:: STORED DATA ::
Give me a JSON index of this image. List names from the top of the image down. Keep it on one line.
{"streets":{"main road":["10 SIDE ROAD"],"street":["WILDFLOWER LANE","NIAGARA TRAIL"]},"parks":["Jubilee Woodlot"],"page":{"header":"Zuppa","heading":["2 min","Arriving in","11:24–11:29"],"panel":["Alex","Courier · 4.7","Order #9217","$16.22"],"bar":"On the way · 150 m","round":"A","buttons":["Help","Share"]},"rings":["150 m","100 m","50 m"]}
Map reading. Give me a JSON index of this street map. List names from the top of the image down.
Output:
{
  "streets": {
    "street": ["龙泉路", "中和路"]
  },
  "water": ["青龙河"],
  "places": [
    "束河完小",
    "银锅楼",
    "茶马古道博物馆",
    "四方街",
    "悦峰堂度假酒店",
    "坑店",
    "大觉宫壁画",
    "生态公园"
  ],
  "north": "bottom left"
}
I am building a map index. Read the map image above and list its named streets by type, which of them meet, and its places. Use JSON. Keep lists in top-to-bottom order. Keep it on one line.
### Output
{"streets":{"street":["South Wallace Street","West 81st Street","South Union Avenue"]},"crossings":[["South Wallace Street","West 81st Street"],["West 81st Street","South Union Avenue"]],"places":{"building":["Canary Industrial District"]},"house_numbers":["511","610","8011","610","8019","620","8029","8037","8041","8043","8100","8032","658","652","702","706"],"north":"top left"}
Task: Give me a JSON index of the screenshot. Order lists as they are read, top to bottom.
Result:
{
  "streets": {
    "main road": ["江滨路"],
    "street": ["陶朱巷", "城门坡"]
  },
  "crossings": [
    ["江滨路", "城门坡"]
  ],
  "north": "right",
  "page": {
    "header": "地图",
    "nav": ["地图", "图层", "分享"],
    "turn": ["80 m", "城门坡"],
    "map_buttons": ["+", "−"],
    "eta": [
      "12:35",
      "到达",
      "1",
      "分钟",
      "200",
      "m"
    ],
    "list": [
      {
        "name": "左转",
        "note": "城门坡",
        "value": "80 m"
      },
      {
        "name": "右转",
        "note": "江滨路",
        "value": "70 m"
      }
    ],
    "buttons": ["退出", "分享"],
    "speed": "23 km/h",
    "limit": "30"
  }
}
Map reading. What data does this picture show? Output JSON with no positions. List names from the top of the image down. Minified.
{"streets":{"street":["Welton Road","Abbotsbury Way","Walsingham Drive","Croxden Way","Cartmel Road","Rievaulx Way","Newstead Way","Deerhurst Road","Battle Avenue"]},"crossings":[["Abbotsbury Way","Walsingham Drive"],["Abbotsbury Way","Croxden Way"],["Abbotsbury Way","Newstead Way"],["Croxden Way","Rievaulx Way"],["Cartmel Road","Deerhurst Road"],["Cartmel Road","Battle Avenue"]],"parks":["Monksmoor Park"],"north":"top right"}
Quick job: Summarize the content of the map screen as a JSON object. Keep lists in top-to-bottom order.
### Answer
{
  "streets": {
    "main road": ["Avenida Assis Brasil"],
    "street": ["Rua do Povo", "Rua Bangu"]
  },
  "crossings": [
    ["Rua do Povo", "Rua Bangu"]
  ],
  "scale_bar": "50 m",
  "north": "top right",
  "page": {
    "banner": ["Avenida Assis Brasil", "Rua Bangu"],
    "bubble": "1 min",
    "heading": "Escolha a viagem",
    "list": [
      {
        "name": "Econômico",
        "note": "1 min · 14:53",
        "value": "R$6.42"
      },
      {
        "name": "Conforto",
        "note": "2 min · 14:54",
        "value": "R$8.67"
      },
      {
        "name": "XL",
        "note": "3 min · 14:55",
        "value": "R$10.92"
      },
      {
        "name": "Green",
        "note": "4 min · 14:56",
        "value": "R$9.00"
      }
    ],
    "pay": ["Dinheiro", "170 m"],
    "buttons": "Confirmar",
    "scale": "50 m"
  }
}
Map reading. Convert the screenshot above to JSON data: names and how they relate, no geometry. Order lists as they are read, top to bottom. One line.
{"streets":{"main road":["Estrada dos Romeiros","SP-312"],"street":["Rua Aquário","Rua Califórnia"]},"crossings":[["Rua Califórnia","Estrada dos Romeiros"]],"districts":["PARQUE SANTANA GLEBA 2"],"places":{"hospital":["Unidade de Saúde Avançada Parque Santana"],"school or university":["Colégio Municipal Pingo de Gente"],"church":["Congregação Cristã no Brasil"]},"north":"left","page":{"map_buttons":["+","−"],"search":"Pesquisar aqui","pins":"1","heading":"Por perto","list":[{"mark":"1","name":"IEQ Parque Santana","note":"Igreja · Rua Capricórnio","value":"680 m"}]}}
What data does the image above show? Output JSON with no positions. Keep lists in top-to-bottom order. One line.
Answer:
:::
- **TASK TO COMPLETE**:
Write out the data above again, word for word.

- **ANSWER SPACE**:
Give me a JSON index of this image. List names from the top of the image down. Keep it on one line.
{"streets":{"main road":["10 SIDE ROAD"],"street":["WILDFLOWER LANE","NIAGARA TRAIL"]},"parks":["Jubilee Woodlot"],"page":{"header":"Zuppa","heading":["2 min","Arriving in","11:24–11:29"],"panel":["Alex","Courier · 4.7","Order #9217","$16.22"],"bar":"On the way · 150 m","round":"A","buttons":["Help","Share"]},"rings":["150 m","100 m","50 m"]}
Map reading. Give me a JSON index of this street map. List names from the top of the image down.
Output:
{
  "streets": {
    "street": ["龙泉路", "中和路"]
  },
  "water": ["青龙河"],
  "places": [
    "束河完小",
    "银锅楼",
    "茶马古道博物馆",
    "四方街",
    "悦峰堂度假酒店",
    "坑店",
    "大觉宫壁画",
    "生态公园"
  ],
  "north": "bottom left"
}
I am building a map index. Read the map image above and list its named streets by type, which of them meet, and its places. Use JSON. Keep lists in top-to-bottom order. Keep it on one line.
### Output
{"streets":{"street":["South Wallace Street","West 81st Street","South Union Avenue"]},"crossings":[["South Wallace Street","West 81st Street"],["West 81st Street","South Union Avenue"]],"places":{"building":["Canary Industrial District"]},"house_numbers":["511","610","8011","610","8019","620","8029","8037","8041","8043","8100","8032","658","652","702","706"],"north":"top left"}
Task: Give me a JSON index of the screenshot. Order lists as they are read, top to bottom.
Result:
{
  "streets": {
    "main road": ["江滨路"],
    "street": ["陶朱巷", "城门坡"]
  },
  "crossings": [
    ["江滨路", "城门坡"]
  ],
  "north": "right",
  "page": {
    "header": "地图",
    "nav": ["地图", "图层", "分享"],
    "turn": ["80 m", "城门坡"],
    "map_buttons": ["+", "−"],
    "eta": [
      "12:35",
      "到达",
      "1",
      "分钟",
      "200",
      "m"
    ],
    "list": [
      {
        "name": "左转",
        "note": "城门坡",
        "value": "80 m"
      },
      {
        "name": "右转",
        "note": "江滨路",
        "value": "70 m"
      }
    ],
    "buttons": ["退出", "分享"],
    "speed": "23 km/h",
    "limit": "30"
  }
}
Map reading. What data does this picture show? Output JSON with no positions. List names from the top of the image down. Minified.
{"streets":{"street":["Welton Road","Abbotsbury Way","Walsingham Drive","Croxden Way","Cartmel Road","Rievaulx Way","Newstead Way","Deerhurst Road","Battle Avenue"]},"crossings":[["Abbotsbury Way","Walsingham Drive"],["Abbotsbury Way","Croxden Way"],["Abbotsbury Way","Newstead Way"],["Croxden Way","Rievaulx Way"],["Cartmel Road","Deerhurst Road"],["Cartmel Road","Battle Avenue"]],"parks":["Monksmoor Park"],"north":"top right"}
Quick job: Summarize the content of the map screen as a JSON object. Keep lists in top-to-bottom order.
### Answer
{
  "streets": {
    "main road": ["Avenida Assis Brasil"],
    "street": ["Rua do Povo", "Rua Bangu"]
  },
  "crossings": [
    ["Rua do Povo", "Rua Bangu"]
  ],
  "scale_bar": "50 m",
  "north": "top right",
  "page": {
    "banner": ["Avenida Assis Brasil", "Rua Bangu"],
    "bubble": "1 min",
    "heading": "Escolha a viagem",
    "list": [
      {
        "name": "Econômico",
        "note": "1 min · 14:53",
        "value": "R$6.42"
      },
      {
        "name": "Conforto",
        "note": "2 min · 14:54",
        "value": "R$8.67"
      },
      {
        "name": "XL",
        "note": "3 min · 14:55",
        "value": "R$10.92"
      },
      {
        "name": "Green",
        "note": "4 min · 14:56",
        "value": "R$9.00"
      }
    ],
    "pay": ["Dinheiro", "170 m"],
    "buttons": "Confirmar",
    "scale": "50 m"
  }
}
Map reading. Convert the screenshot above to JSON data: names and how they relate, no geometry. Order lists as they are read, top to bottom. One line.
{"streets":{"main road":["Estrada dos Romeiros","SP-312"],"street":["Rua Aquário","Rua Califórnia"]},"crossings":[["Rua Califórnia","Estrada dos Romeiros"]],"districts":["PARQUE SANTANA GLEBA 2"],"places":{"hospital":["Unidade de Saúde Avançada Parque Santana"],"school or university":["Colégio Municipal Pingo de Gente"],"church":["Congregação Cristã no Brasil"]},"north":"left","page":{"map_buttons":["+","−"],"search":"Pesquisar aqui","pins":"1","heading":"Por perto","list":[{"mark":"1","name":"IEQ Parque Santana","note":"Igreja · Rua Capricórnio","value":"680 m"}]}}
What data does the image above show? Output JSON with no positions. Keep lists in top-to-bottom order. One line.
Answer:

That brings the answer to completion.